U.S. and NATO officials have confirmed reports that the Russian navy is massing warships off Syria’s coast in anticipation of a final assault by Syrian government forces on the country’s last rebel stronghold near Idlib, which borders Turkey.
Most of the warships, believed to number at least 25, are equipped with long-range Kalibr cruise missiles, which would be used against ground targets that have already been scouted and identified.
“The Russian Navy has dispatched substantial naval forces to the Mediterranean, including several ships equipped with modern cruise missiles,” NATO spokesperson Oana Lungescu confirmed to Israeli media. The U.S. has called for restraint. [source]
Analyst comment: There is more danger in this evolving situation than meets the eye.
The Trump administration has openly warned, via national security adviser John Bolton, that there will be severe consequences for the Assad regime should it use chemical weapons against the rebel forces (there are estimated to be 2.5 million people in Idlib). Russia, meanwhile, is warning that rebel elements are planning to stage chemical attacks to draw in a Western response.
The Syrian regime, of course, is backed by Moscow; should chemical weapons be used, and the U.S. makes good on its threat to respond, the concern is that could draw a response from the Russian naval flotilla (which reportedly includes at least two submarines).
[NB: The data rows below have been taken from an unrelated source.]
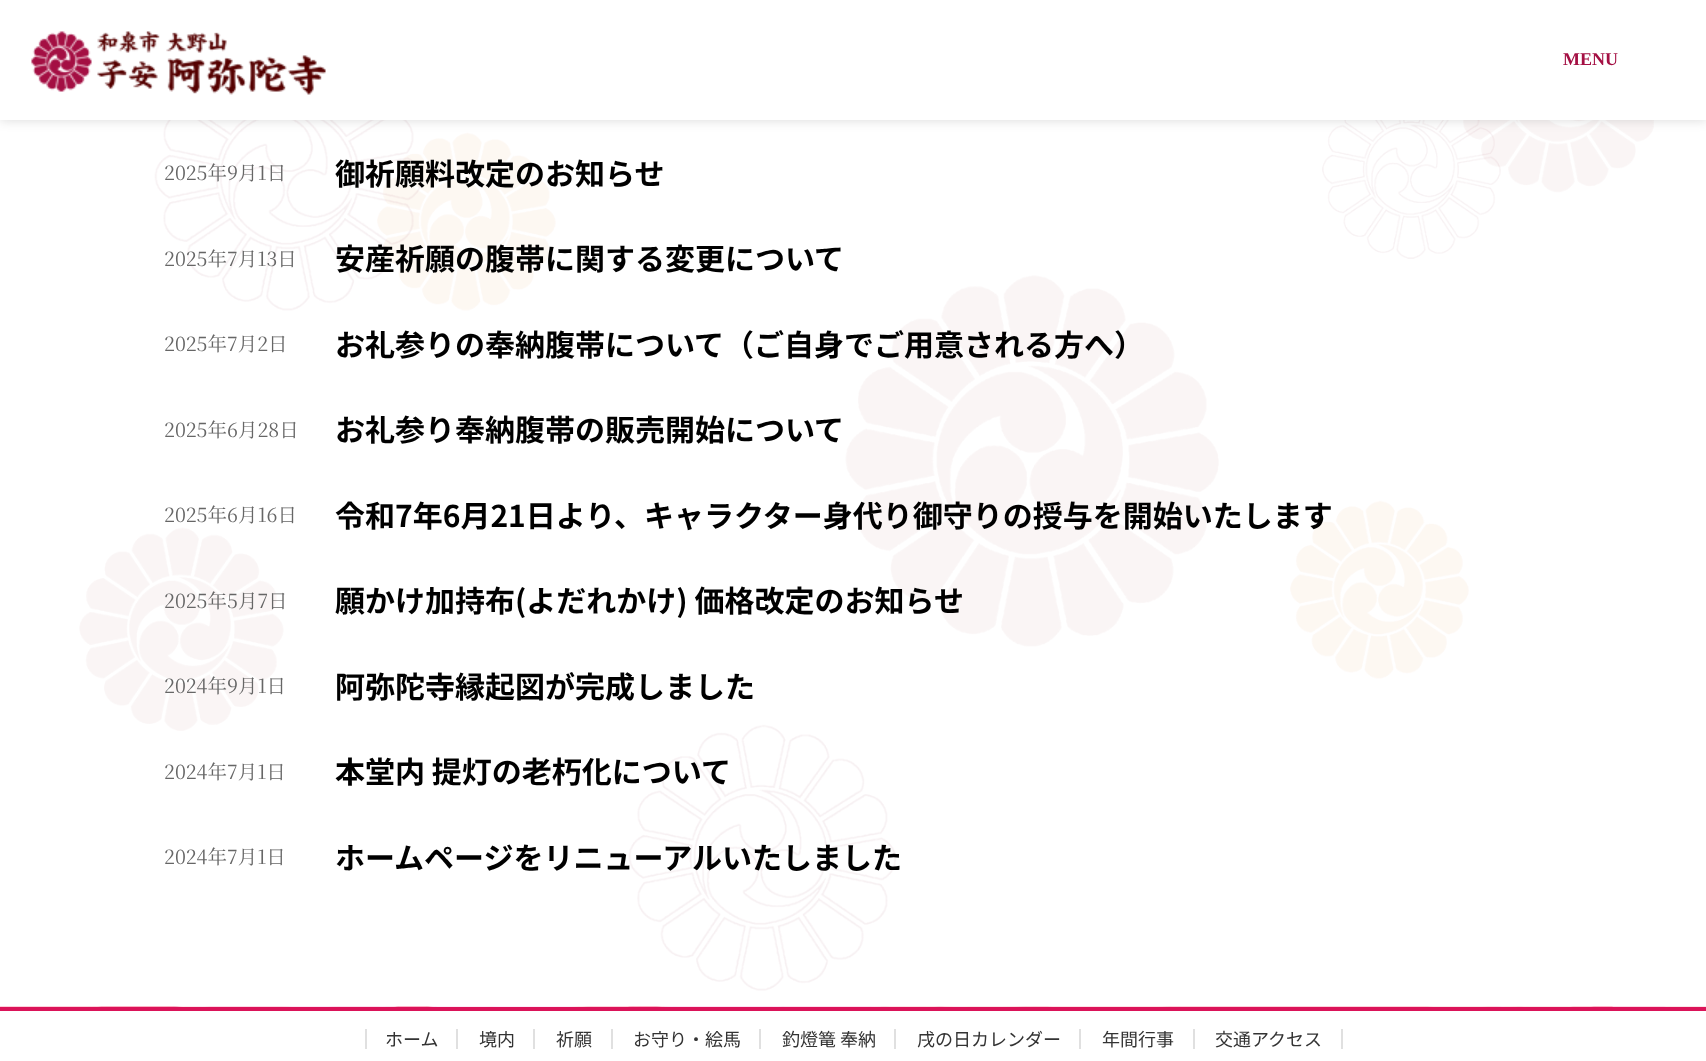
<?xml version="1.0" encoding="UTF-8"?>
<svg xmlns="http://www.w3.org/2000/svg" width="1706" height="1061">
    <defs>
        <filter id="blur1" x="-50%" y="-200%" width="200%" height="500%"><feGaussianBlur stdDeviation="6"/></filter>
    </defs>
    <rect width="100%" height="100%" fill="#FFFFFF"/>
    <image x="79" y="120" width="1575" height="871" href="img_01.png"/>
    <rect x="0" y="0" width="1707" height="120" fill="#000000" fill-opacity="0.15" filter="url(#blur1)"/>
    <rect x="0" y="0" width="1706" height="120" fill="#FFFFFF"/>
    <image x="31" y="31" width="295" height="64" href="img_02.png"/>
    <text x="1563" y="65" font-family="Liberation Serif" font-size="18" font-weight="700" fill="#A40F43">MENU</text>
    <text x="164" y="180" font-family="Noto Serif JP" font-size="19.5" fill="#666666">2025年9月1日</text>
    <text x="335" y="185" font-family="Noto Sans JP" font-size="30" font-weight="700" fill="#000000">御祈願料改定のお知らせ</text>
    <text x="164" y="266" font-family="Noto Serif JP" font-size="19.5" fill="#666666">2025年7月13日</text>
    <text x="335" y="270" font-family="Noto Sans JP" font-size="30" font-weight="700" fill="#000000">安産祈願の腹帯に関する変更について</text>
    <text x="164" y="351" font-family="Noto Serif JP" font-size="19.5" fill="#666666">2025年7月2日</text>
    <text x="335" y="356" font-family="Noto Sans JP" font-size="30" font-weight="700" fill="#000000">お礼参りの奉納腹帯について（ご自身でご用意される方へ）</text>
    <text x="164" y="437" font-family="Noto Serif JP" font-size="19.5" fill="#666666">2025年6月28日</text>
    <text x="335" y="441" font-family="Noto Sans JP" font-size="30" font-weight="700" fill="#000000">お礼参り奉納腹帯の販売開始について</text>
    <text x="164" y="522" font-family="Noto Serif JP" font-size="19.5" fill="#666666">2025年6月16日</text>
    <text x="335" y="527" font-family="Noto Sans JP" font-size="30" font-weight="700" fill="#000000">令和7年6月21日より、キャラクター身代り御守りの授与を開始いたします</text>
    <text x="164" y="608" font-family="Noto Serif JP" font-size="19.5" fill="#666666">2025年5月7日</text>
    <text x="335" y="612" font-family="Noto Sans JP" font-size="30" font-weight="700" fill="#000000">願かけ加持布(よだれかけ) 価格改定のお知らせ</text>
    <text x="164" y="693" font-family="Noto Serif JP" font-size="19.5" fill="#666666">2024年9月1日</text>
    <text x="335" y="698" font-family="Noto Sans JP" font-size="30" font-weight="700" fill="#000000">阿弥陀寺縁起図が完成しました</text>
    <text x="164" y="779" font-family="Noto Serif JP" font-size="19.5" fill="#666666">2024年7月1日</text>
    <text x="335" y="783" font-family="Noto Sans JP" font-size="30" font-weight="700" fill="#000000">本堂内 提灯の老朽化について</text>
    <text x="164" y="864" font-family="Noto Serif JP" font-size="19.5" fill="#666666">2024年7月1日</text>
    <text x="335" y="869" font-family="Noto Sans JP" font-size="30" font-weight="700" fill="#000000">ホームページをリニューアルいたしました</text>
    <image x="0" y="1006" width="1706" height="1" href="img_03.png"/>
    <rect x="0" y="1007" width="1706" height="4" fill="#DB1359"/>
    <rect x="456" y="1029" width="2" height="20" fill="#E0E0E0"/>
    <rect x="365" y="1029" width="2" height="20" fill="#E0E0E0"/>
    <text x="385" y="1046" font-family="Noto Sans JP" font-size="18" fill="#333333">ホーム</text>
    <rect x="533" y="1029" width="2" height="20" fill="#E0E0E0"/>
    <text x="479" y="1046" font-family="Noto Sans JP" font-size="18" fill="#333333">境内</text>
    <rect x="611" y="1029" width="2" height="20" fill="#E0E0E0"/>
    <text x="556" y="1046" font-family="Noto Sans JP" font-size="18" fill="#333333">祈願</text>
    <rect x="759" y="1029" width="2" height="20" fill="#E0E0E0"/>
    <text x="633" y="1046" font-family="Noto Sans JP" font-size="18" fill="#333333">お守り・絵馬</text>
    <rect x="894" y="1029" width="2" height="20" fill="#E0E0E0"/>
    <text x="782" y="1046" font-family="Noto Sans JP" font-size="18" fill="#333333">釣燈篭 奉納</text>
    <rect x="1079" y="1029" width="2" height="20" fill="#E0E0E0"/>
    <text x="917" y="1046" font-family="Noto Sans JP" font-size="18" fill="#333333">戌の日カレンダー</text>
    <rect x="1193" y="1029" width="2" height="20" fill="#E0E0E0"/>
    <text x="1102" y="1046" font-family="Noto Sans JP" font-size="18" fill="#333333">年間行事</text>
    <rect x="1341" y="1029" width="2" height="20" fill="#E0E0E0"/>
    <text x="1215" y="1046" font-family="Noto Sans JP" font-size="18" fill="#333333">交通アクセス</text>
</svg>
We have to assume that before the Trump administration launched any retaliatory strike against Assad over chemical weapons use that U.S. intelligence will have confirmed it was done by Syrian government forces and not rebel elements.
We also have to assume that President Putin would know we would confirm such use before launching any retaliatory strike and that Putin would be notified ahead of any such strike.
So all that said, the question becomes: Would Putin nevertheless order his forces to strike American naval and ground-based military installations in support of Assad and risk World War III, especially with a sizable portion of his forces preparing for a massive military exercise thousands of miles away in the eastern regions of Russia, and with a NATO pledge of mutual response?
Our estimate is no, he wouldn’t. But the proximity of U.S. and Russian forces is always a cause for concern, especially in an active war zone.